BRIEF: Copy out the data exactly as it appears, without a single image.

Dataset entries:
########################################
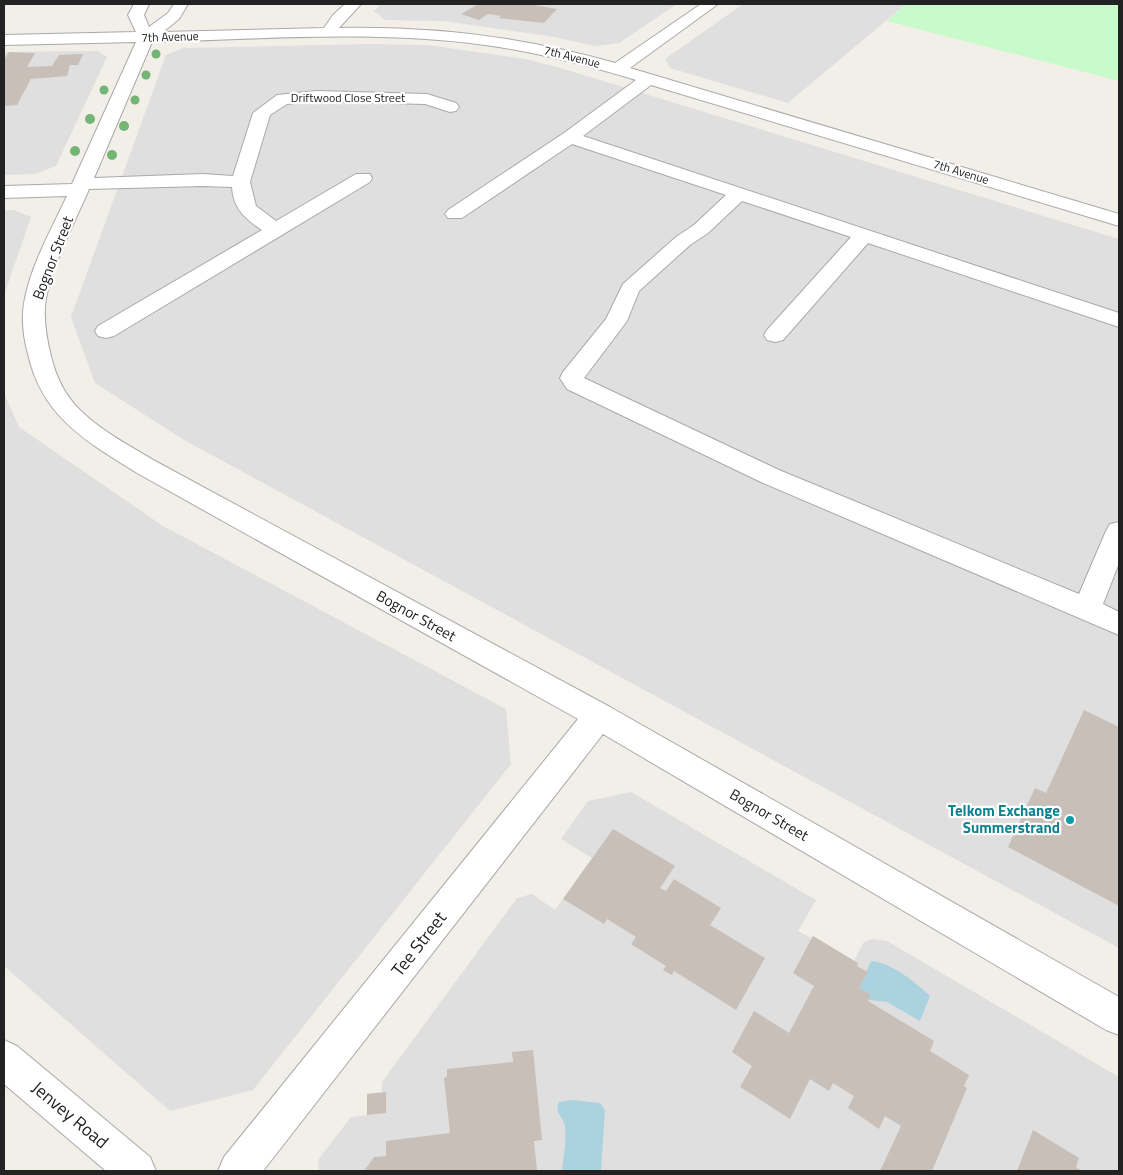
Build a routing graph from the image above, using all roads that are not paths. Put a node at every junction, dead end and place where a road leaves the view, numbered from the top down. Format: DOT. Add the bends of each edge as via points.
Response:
graph roads {
  1 [pos="141,4"];
  2 [pos="181,4"];
  3 [pos="354,4"];
  4 [pos="711,4"];
  5 [pos="329,32"];
  6 [pos="146,37"];
  7 [pos="4,40"];
  8 [pos="617,69"];
  9 [pos="650,78"];
  10 [pos="450,107"];
  11 [pos="570,137"];
  12 [pos="363,178"];
  13 [pos="241,182"];
  14 [pos="80,187"];
  15 [pos="4,192"];
  16 [pos="738,194"];
  17 [pos="455,214"];
  18 [pos="1119,220"];
  19 [pos="276,230"];
  20 [pos="864,236"];
  21 [pos="1119,320"];
  22 [pos="106,331"];
  23 [pos="775,334"];
  24 [pos="1119,532"];
  25 [pos="1087,609"];
  26 [pos="1119,624"];
  27 [pos="599,716"];
  28 [pos="1119,1018"];
  29 [pos="4,1059"];
  30 [pos="136,1171"];
  31 [pos="238,1171"];
  1 -- 6 [label="street" via="136,15"];
  2 -- 6 [label="street" via="174,16"];
  3 -- 5 [label="street" via="338,18"];
  4 -- 8 [label="street"];
  5 -- 6 [label="street, 7th Avenue"];
  5 -- 8 [label="street, 7th Avenue" via="416,33 486,39 556,52"];
  6 -- 7 [label="street, 7th Avenue"];
  6 -- 14 [label="street, Bognor Street"];
  8 -- 9 [label="street, 7th Avenue"];
  9 -- 11 [label="street"];
  9 -- 18 [label="street, 7th Avenue"];
  10 -- 13 [label="street, Driftwood Close Street" via="427,99 283,98 262,113"];
  11 -- 16 [label="street"];
  11 -- 17 [label="street"];
  12 -- 19 [label="street"];
  13 -- 14 [label="street" via="203,180"];
  13 -- 19 [label="street, Driftwood Close Street" via="242,199 250,214"];
  14 -- 15 [label="street"];
  14 -- 27 [label="street, Bognor Street" via="34,306 39,355 53,392 66,410 146,468"];
  16 -- 20 [label="street"];
  16 -- 25 [label="street" via="630,288 616,321 574,372 572,378 576,384 770,476"];
  19 -- 22 [label="street"];
  20 -- 21 [label="street"];
  20 -- 23 [label="street"];
  24 -- 25 [label="street"];
  25 -- 26 [label="street"];
  27 -- 28 [label="street, Bognor Street"];
  27 -- 31 [label="street, Tee Street"];
  29 -- 30 [label="street, Jenvey Road"];
}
########################################
TASK RESULT:
Build a routing graph from the image above, using all roads that are not paths. Put a node at every junction, dead end and place where a road leaves the view, numbered from the top down. Format: DOT. Add the bends of each edge as via points.
Response:
graph roads {
  1 [pos="141,4"];
  2 [pos="181,4"];
  3 [pos="354,4"];
  4 [pos="711,4"];
  5 [pos="329,32"];
  6 [pos="146,37"];
  7 [pos="4,40"];
  8 [pos="617,69"];
  9 [pos="650,78"];
  10 [pos="450,107"];
  11 [pos="570,137"];
  12 [pos="363,178"];
  13 [pos="241,182"];
  14 [pos="80,187"];
  15 [pos="4,192"];
  16 [pos="738,194"];
  17 [pos="455,214"];
  18 [pos="1119,220"];
  19 [pos="276,230"];
  20 [pos="864,236"];
  21 [pos="1119,320"];
  22 [pos="106,331"];
  23 [pos="775,334"];
  24 [pos="1119,532"];
  25 [pos="1087,609"];
  26 [pos="1119,624"];
  27 [pos="599,716"];
  28 [pos="1119,1018"];
  29 [pos="4,1059"];
  30 [pos="136,1171"];
  31 [pos="238,1171"];
  1 -- 6 [label="street" via="136,15"];
  2 -- 6 [label="street" via="174,16"];
  3 -- 5 [label="street" via="338,18"];
  4 -- 8 [label="street"];
  5 -- 6 [label="street, 7th Avenue"];
  5 -- 8 [label="street, 7th Avenue" via="416,33 486,39 556,52"];
  6 -- 7 [label="street, 7th Avenue"];
  6 -- 14 [label="street, Bognor Street"];
  8 -- 9 [label="street, 7th Avenue"];
  9 -- 11 [label="street"];
  9 -- 18 [label="street, 7th Avenue"];
  10 -- 13 [label="street, Driftwood Close Street" via="427,99 283,98 262,113"];
  11 -- 16 [label="street"];
  11 -- 17 [label="street"];
  12 -- 19 [label="street"];
  13 -- 14 [label="street" via="203,180"];
  13 -- 19 [label="street, Driftwood Close Street" via="242,199 250,214"];
  14 -- 15 [label="street"];
  14 -- 27 [label="street, Bognor Street" via="34,306 39,355 53,392 66,410 146,468"];
  16 -- 20 [label="street"];
  16 -- 25 [label="street" via="630,288 616,321 574,372 572,378 576,384 770,476"];
  19 -- 22 [label="street"];
  20 -- 21 [label="street"];
  20 -- 23 [label="street"];
  24 -- 25 [label="street"];
  25 -- 26 [label="street"];
  27 -- 28 [label="street, Bognor Street"];
  27 -- 31 [label="street, Tee Street"];
  29 -- 30 [label="street, Jenvey Road"];
}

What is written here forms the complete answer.